__Work order__.
Copy each line below in which the string "Simge" appears.

─── Extracted information ───

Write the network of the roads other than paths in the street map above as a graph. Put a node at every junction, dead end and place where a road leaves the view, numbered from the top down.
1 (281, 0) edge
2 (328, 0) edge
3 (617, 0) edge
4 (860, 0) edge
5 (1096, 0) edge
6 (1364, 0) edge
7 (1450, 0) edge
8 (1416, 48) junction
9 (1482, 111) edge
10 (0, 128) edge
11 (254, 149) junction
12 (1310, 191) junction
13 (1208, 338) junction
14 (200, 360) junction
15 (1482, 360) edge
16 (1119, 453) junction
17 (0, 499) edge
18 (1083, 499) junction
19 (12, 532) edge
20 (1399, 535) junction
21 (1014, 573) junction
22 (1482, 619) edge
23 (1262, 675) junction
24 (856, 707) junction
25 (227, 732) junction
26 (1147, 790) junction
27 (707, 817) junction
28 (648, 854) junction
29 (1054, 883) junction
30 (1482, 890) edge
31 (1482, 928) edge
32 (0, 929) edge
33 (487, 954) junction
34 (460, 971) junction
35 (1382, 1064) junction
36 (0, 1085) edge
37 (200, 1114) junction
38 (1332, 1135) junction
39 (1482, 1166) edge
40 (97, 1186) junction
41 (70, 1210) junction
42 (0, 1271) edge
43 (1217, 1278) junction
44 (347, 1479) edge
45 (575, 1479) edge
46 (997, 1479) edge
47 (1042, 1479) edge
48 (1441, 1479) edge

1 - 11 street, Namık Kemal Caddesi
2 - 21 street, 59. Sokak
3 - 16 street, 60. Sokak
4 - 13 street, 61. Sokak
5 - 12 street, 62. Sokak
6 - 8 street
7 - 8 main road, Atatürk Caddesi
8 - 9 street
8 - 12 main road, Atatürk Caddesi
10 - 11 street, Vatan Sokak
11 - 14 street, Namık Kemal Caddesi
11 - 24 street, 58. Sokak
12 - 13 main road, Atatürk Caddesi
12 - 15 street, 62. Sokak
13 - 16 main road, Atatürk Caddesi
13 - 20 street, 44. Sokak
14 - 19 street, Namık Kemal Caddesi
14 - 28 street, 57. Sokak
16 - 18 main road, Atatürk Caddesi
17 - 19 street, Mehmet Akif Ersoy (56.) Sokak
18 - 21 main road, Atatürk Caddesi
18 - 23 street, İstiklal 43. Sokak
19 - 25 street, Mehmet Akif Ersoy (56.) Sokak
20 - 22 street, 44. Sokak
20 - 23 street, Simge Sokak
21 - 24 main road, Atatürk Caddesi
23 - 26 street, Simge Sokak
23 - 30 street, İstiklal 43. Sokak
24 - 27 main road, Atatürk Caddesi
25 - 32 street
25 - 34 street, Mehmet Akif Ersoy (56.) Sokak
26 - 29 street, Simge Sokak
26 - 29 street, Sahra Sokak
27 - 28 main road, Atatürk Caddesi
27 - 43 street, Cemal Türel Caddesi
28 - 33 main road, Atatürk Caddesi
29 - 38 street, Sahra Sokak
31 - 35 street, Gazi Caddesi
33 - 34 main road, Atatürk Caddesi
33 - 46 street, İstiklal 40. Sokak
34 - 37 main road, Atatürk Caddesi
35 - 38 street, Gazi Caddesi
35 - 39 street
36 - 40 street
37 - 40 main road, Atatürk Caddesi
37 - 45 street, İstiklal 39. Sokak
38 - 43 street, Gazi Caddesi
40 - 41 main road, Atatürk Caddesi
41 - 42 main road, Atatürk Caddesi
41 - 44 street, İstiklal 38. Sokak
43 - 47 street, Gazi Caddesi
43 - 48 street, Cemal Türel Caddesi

───

__Written response__.
20 - 23 street, Simge Sokak
23 - 26 street, Simge Sokak
26 - 29 street, Simge Sokak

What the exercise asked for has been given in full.